▶ **Material shown**:
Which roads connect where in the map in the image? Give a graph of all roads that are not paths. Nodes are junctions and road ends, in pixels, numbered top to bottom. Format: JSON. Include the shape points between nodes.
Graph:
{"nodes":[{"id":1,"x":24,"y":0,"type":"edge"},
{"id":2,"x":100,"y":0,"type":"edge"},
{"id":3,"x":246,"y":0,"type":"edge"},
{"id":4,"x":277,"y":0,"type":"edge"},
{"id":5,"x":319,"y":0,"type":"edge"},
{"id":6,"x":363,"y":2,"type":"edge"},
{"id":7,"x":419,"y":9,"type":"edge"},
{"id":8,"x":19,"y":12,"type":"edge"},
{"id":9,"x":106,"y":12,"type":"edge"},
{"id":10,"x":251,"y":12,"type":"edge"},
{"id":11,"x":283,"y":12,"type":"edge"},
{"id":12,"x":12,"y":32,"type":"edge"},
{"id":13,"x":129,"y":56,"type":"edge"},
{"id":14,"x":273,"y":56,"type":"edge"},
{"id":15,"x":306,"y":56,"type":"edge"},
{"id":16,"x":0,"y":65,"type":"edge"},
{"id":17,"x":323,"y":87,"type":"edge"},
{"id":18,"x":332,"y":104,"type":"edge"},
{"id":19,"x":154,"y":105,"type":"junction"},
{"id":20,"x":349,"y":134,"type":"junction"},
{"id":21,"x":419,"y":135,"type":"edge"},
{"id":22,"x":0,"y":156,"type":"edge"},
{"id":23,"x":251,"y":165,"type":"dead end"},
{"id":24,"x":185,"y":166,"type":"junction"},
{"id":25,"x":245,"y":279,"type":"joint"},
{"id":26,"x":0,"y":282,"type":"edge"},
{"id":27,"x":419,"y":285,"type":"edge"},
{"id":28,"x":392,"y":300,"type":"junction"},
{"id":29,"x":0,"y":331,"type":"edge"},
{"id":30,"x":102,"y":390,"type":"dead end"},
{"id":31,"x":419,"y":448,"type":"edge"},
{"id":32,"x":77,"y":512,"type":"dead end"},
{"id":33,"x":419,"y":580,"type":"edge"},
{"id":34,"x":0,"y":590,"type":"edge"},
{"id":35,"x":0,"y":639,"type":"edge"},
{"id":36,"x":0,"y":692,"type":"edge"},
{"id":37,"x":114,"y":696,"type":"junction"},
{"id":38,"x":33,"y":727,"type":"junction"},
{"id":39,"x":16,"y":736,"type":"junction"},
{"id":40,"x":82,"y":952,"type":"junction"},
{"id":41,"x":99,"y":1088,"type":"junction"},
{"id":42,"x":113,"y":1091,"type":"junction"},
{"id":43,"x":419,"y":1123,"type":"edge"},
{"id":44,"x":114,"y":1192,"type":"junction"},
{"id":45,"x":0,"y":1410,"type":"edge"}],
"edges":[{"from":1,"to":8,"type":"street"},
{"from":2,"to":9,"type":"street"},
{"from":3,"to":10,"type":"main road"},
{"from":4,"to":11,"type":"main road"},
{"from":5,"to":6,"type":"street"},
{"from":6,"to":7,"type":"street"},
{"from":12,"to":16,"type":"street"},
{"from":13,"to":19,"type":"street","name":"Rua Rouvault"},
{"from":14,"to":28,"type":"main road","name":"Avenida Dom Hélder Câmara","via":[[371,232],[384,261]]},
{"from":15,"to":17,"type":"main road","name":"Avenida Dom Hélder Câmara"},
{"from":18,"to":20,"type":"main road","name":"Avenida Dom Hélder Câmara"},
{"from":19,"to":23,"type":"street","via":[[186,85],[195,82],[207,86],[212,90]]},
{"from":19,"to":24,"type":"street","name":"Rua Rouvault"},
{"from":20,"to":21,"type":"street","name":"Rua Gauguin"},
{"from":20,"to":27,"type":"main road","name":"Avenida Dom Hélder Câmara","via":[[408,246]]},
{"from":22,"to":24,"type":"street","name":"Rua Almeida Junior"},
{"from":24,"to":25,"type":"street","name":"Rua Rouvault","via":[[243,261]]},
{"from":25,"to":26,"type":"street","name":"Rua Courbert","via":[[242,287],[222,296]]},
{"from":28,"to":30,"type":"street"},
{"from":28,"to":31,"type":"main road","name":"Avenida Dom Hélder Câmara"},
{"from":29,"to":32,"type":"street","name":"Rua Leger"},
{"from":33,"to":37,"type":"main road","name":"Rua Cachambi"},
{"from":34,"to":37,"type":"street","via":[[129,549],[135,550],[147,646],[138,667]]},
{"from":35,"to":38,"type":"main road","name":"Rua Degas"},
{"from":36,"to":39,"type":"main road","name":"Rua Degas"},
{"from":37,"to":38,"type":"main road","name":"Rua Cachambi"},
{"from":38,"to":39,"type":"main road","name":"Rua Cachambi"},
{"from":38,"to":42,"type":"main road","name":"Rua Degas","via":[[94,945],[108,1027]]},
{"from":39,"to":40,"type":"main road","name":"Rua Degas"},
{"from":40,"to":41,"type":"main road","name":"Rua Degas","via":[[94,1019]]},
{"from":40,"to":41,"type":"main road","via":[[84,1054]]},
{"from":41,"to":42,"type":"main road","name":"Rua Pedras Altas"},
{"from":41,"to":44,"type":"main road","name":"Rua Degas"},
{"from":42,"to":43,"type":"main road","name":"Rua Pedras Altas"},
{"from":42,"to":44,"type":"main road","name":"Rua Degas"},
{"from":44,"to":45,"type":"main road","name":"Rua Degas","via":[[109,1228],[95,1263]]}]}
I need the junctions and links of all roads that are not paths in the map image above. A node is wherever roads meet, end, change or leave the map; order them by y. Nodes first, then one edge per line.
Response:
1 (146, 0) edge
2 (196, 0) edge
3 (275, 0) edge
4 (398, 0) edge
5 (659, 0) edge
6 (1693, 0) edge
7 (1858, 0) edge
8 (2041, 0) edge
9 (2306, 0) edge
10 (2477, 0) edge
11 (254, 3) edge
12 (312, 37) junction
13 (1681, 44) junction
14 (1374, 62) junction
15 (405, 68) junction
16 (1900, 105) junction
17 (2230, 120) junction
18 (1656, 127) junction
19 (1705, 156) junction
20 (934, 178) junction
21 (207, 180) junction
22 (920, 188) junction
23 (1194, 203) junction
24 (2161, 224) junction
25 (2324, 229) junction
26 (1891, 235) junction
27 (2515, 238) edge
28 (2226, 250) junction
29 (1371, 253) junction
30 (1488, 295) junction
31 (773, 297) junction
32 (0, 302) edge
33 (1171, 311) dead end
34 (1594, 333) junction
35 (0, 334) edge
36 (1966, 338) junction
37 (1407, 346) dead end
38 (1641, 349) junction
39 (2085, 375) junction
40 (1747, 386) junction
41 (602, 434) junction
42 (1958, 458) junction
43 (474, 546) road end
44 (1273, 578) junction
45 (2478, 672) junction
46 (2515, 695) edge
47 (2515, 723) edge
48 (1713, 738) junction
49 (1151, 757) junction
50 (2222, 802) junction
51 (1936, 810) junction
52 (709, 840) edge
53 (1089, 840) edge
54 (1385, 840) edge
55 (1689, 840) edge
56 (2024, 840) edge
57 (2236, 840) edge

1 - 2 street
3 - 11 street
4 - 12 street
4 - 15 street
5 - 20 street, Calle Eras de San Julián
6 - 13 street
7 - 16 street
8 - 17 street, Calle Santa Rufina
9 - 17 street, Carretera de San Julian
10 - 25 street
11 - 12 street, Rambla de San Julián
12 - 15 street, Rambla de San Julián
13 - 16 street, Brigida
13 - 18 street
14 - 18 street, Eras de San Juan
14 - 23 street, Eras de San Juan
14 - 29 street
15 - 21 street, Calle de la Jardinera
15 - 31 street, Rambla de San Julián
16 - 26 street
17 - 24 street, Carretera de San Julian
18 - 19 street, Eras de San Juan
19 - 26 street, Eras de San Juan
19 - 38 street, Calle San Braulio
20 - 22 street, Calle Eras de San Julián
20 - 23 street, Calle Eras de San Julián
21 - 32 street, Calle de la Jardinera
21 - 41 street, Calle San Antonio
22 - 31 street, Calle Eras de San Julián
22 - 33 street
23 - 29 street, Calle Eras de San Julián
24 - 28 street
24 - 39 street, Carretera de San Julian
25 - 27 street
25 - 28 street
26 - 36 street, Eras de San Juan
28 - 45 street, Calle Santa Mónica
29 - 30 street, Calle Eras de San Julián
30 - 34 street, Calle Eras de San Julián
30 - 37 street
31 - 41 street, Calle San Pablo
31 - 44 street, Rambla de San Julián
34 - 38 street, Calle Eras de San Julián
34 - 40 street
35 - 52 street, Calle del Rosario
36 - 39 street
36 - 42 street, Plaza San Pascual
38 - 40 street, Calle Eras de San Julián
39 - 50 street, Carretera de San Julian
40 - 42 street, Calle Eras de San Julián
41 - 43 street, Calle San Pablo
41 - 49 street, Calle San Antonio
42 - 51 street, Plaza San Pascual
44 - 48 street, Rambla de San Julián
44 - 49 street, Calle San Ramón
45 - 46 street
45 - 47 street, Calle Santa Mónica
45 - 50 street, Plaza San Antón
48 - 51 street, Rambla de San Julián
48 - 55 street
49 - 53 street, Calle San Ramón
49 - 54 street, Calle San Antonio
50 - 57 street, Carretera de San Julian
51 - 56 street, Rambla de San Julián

▶ **Task directions**: Count up the lines of the listing where "Rouvault" occurs, and answer with that number only.

▶ **Answer**: 3